EXERCISE DESCRIPTION:
Leave out the pictures and return every entry exactly as it appears.

RECORDS SHOWN:
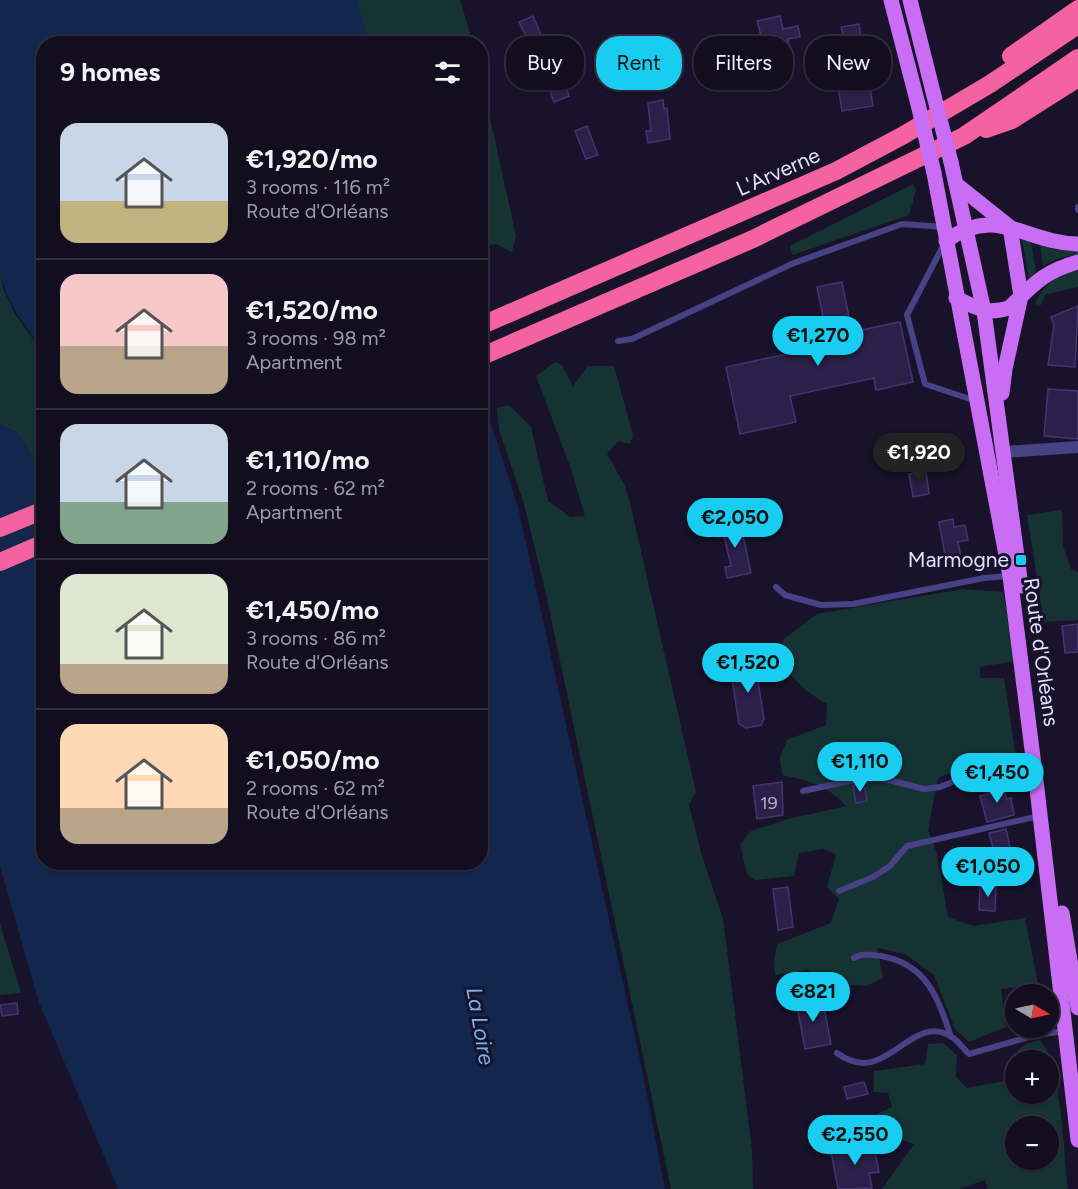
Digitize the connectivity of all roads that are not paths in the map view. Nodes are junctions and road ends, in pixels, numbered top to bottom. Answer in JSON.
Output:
{"nodes":[{"id":1,"x":891,"y":0,"type":"edge"},
{"id":2,"x":910,"y":0,"type":"edge"},
{"id":3,"x":1078,"y":9,"type":"edge"},
{"id":4,"x":1078,"y":25,"type":"edge"},
{"id":5,"x":1078,"y":58,"type":"edge"},
{"id":6,"x":1078,"y":78,"type":"edge"},
{"id":7,"x":990,"y":84,"type":"junction"},
{"id":8,"x":964,"y":136,"type":"junction"},
{"id":9,"x":956,"y":184,"type":"junction"},
{"id":10,"x":1010,"y":226,"type":"junction"},
{"id":11,"x":966,"y":228,"type":"junction"},
{"id":12,"x":945,"y":234,"type":"junction"},
{"id":13,"x":1078,"y":244,"type":"edge"},
{"id":14,"x":1078,"y":262,"type":"edge"},
{"id":15,"x":1021,"y":296,"type":"junction"},
{"id":16,"x":956,"y":298,"type":"junction"},
{"id":17,"x":984,"y":312,"type":"junction"},
{"id":18,"x":488,"y":323,"type":"edge"},
{"id":19,"x":618,"y":341,"type":"dead end"},
{"id":20,"x":488,"y":354,"type":"edge"},
{"id":21,"x":977,"y":402,"type":"junction"},
{"id":22,"x":999,"y":414,"type":"junction"},
{"id":23,"x":1078,"y":447,"type":"edge"},
{"id":24,"x":1004,"y":452,"type":"junction"},
{"id":25,"x":36,"y":513,"type":"edge"},
{"id":26,"x":0,"y":528,"type":"edge"},
{"id":27,"x":36,"y":546,"type":"edge"},
{"id":28,"x":0,"y":562,"type":"edge"},
{"id":29,"x":1010,"y":576,"type":"junction"},
{"id":30,"x":776,"y":587,"type":"dead end"},
{"id":31,"x":1035,"y":767,"type":"junction"},
{"id":32,"x":803,"y":791,"type":"dead end"},
{"id":33,"x":1040,"y":816,"type":"junction"},
{"id":34,"x":839,"y":891,"type":"dead end"},
{"id":35,"x":854,"y":958,"type":"dead end"},
{"id":36,"x":1078,"y":1008,"type":"edge"},
{"id":37,"x":1066,"y":1031,"type":"junction"},
{"id":38,"x":951,"y":1037,"type":"junction"},
{"id":39,"x":837,"y":1053,"type":"dead end"},
{"id":40,"x":1078,"y":1140,"type":"edge"}],
"edges":[{"from":1,"to":12,"type":"main road","name":"Route d'Orléans","bridge":true},
{"from":2,"to":9,"type":"main road","name":"Route d'Orléans","bridge":true},
{"from":3,"to":7,"type":"highway"},
{"from":4,"to":7,"type":"highway","name":"L'Arverne"},
{"from":5,"to":8,"type":"highway"},
{"from":6,"to":8,"type":"highway"},
{"from":7,"to":18,"type":"highway","name":"L'Arverne"},
{"from":8,"to":20,"type":"highway"},
{"from":9,"to":10,"type":"main road"},
{"from":9,"to":11,"type":"main road","name":"Route d'Orléans"},
{"from":10,"to":11,"type":"main road"},
{"from":10,"to":13,"type":"main road"},
{"from":10,"to":15,"type":"main road"},
{"from":11,"to":12,"type":"main road"},
{"from":11,"to":17,"type":"main road","name":"Route d'Orléans"},
{"from":12,"to":16,"type":"main road","name":"Route d'Orléans"},
{"from":12,"to":19,"type":"lane"},
{"from":12,"to":21,"type":"lane"},
{"from":14,"to":15,"type":"main road"},
{"from":15,"to":17,"type":"main road"},
{"from":15,"to":22,"type":"main road"},
{"from":16,"to":17,"type":"main road"},
{"from":16,"to":21,"type":"main road","name":"Route d'Orléans"},
{"from":17,"to":22,"type":"main road","name":"Route d'Orléans"},
{"from":21,"to":29,"type":"main road","name":"Route d'Orléans"},
{"from":22,"to":24,"type":"main road","name":"Route d'Orléans"},
{"from":23,"to":24,"type":"street"},
{"from":24,"to":36,"type":"main road","name":"Route d'Orléans"},
{"from":25,"to":26,"type":"highway"},
{"from":27,"to":28,"type":"highway"},
{"from":29,"to":30,"type":"lane"},
{"from":29,"to":31,"type":"main road","name":"Route d'Orléans"},
{"from":31,"to":32,"type":"lane"},
{"from":31,"to":33,"type":"main road","name":"Route d'Orléans"},
{"from":33,"to":34,"type":"lane"},
{"from":33,"to":37,"type":"main road","name":"Route d'Orléans"},
{"from":35,"to":38,"type":"lane"},
{"from":37,"to":38,"type":"lane"},
{"from":37,"to":40,"type":"main road","name":"Route d'Orléans"},
{"from":38,"to":39,"type":"lane"}]}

RESPONSE BOX:
Digitize the connectivity of all roads that are not paths in the map view. Nodes are junctions and road ends, in pixels, numbered top to bottom. Answer in JSON.
Output:
{"nodes":[{"id":1,"x":891,"y":0,"type":"edge"},
{"id":2,"x":910,"y":0,"type":"edge"},
{"id":3,"x":1078,"y":9,"type":"edge"},
{"id":4,"x":1078,"y":25,"type":"edge"},
{"id":5,"x":1078,"y":58,"type":"edge"},
{"id":6,"x":1078,"y":78,"type":"edge"},
{"id":7,"x":990,"y":84,"type":"junction"},
{"id":8,"x":964,"y":136,"type":"junction"},
{"id":9,"x":956,"y":184,"type":"junction"},
{"id":10,"x":1010,"y":226,"type":"junction"},
{"id":11,"x":966,"y":228,"type":"junction"},
{"id":12,"x":945,"y":234,"type":"junction"},
{"id":13,"x":1078,"y":244,"type":"edge"},
{"id":14,"x":1078,"y":262,"type":"edge"},
{"id":15,"x":1021,"y":296,"type":"junction"},
{"id":16,"x":956,"y":298,"type":"junction"},
{"id":17,"x":984,"y":312,"type":"junction"},
{"id":18,"x":488,"y":323,"type":"edge"},
{"id":19,"x":618,"y":341,"type":"dead end"},
{"id":20,"x":488,"y":354,"type":"edge"},
{"id":21,"x":977,"y":402,"type":"junction"},
{"id":22,"x":999,"y":414,"type":"junction"},
{"id":23,"x":1078,"y":447,"type":"edge"},
{"id":24,"x":1004,"y":452,"type":"junction"},
{"id":25,"x":36,"y":513,"type":"edge"},
{"id":26,"x":0,"y":528,"type":"edge"},
{"id":27,"x":36,"y":546,"type":"edge"},
{"id":28,"x":0,"y":562,"type":"edge"},
{"id":29,"x":1010,"y":576,"type":"junction"},
{"id":30,"x":776,"y":587,"type":"dead end"},
{"id":31,"x":1035,"y":767,"type":"junction"},
{"id":32,"x":803,"y":791,"type":"dead end"},
{"id":33,"x":1040,"y":816,"type":"junction"},
{"id":34,"x":839,"y":891,"type":"dead end"},
{"id":35,"x":854,"y":958,"type":"dead end"},
{"id":36,"x":1078,"y":1008,"type":"edge"},
{"id":37,"x":1066,"y":1031,"type":"junction"},
{"id":38,"x":951,"y":1037,"type":"junction"},
{"id":39,"x":837,"y":1053,"type":"dead end"},
{"id":40,"x":1078,"y":1140,"type":"edge"}],
"edges":[{"from":1,"to":12,"type":"main road","name":"Route d'Orléans","bridge":true},
{"from":2,"to":9,"type":"main road","name":"Route d'Orléans","bridge":true},
{"from":3,"to":7,"type":"highway"},
{"from":4,"to":7,"type":"highway","name":"L'Arverne"},
{"from":5,"to":8,"type":"highway"},
{"from":6,"to":8,"type":"highway"},
{"from":7,"to":18,"type":"highway","name":"L'Arverne"},
{"from":8,"to":20,"type":"highway"},
{"from":9,"to":10,"type":"main road"},
{"from":9,"to":11,"type":"main road","name":"Route d'Orléans"},
{"from":10,"to":11,"type":"main road"},
{"from":10,"to":13,"type":"main road"},
{"from":10,"to":15,"type":"main road"},
{"from":11,"to":12,"type":"main road"},
{"from":11,"to":17,"type":"main road","name":"Route d'Orléans"},
{"from":12,"to":16,"type":"main road","name":"Route d'Orléans"},
{"from":12,"to":19,"type":"lane"},
{"from":12,"to":21,"type":"lane"},
{"from":14,"to":15,"type":"main road"},
{"from":15,"to":17,"type":"main road"},
{"from":15,"to":22,"type":"main road"},
{"from":16,"to":17,"type":"main road"},
{"from":16,"to":21,"type":"main road","name":"Route d'Orléans"},
{"from":17,"to":22,"type":"main road","name":"Route d'Orléans"},
{"from":21,"to":29,"type":"main road","name":"Route d'Orléans"},
{"from":22,"to":24,"type":"main road","name":"Route d'Orléans"},
{"from":23,"to":24,"type":"street"},
{"from":24,"to":36,"type":"main road","name":"Route d'Orléans"},
{"from":25,"to":26,"type":"highway"},
{"from":27,"to":28,"type":"highway"},
{"from":29,"to":30,"type":"lane"},
{"from":29,"to":31,"type":"main road","name":"Route d'Orléans"},
{"from":31,"to":32,"type":"lane"},
{"from":31,"to":33,"type":"main road","name":"Route d'Orléans"},
{"from":33,"to":34,"type":"lane"},
{"from":33,"to":37,"type":"main road","name":"Route d'Orléans"},
{"from":35,"to":38,"type":"lane"},
{"from":37,"to":38,"type":"lane"},
{"from":37,"to":40,"type":"main road","name":"Route d'Orléans"},
{"from":38,"to":39,"type":"lane"}]}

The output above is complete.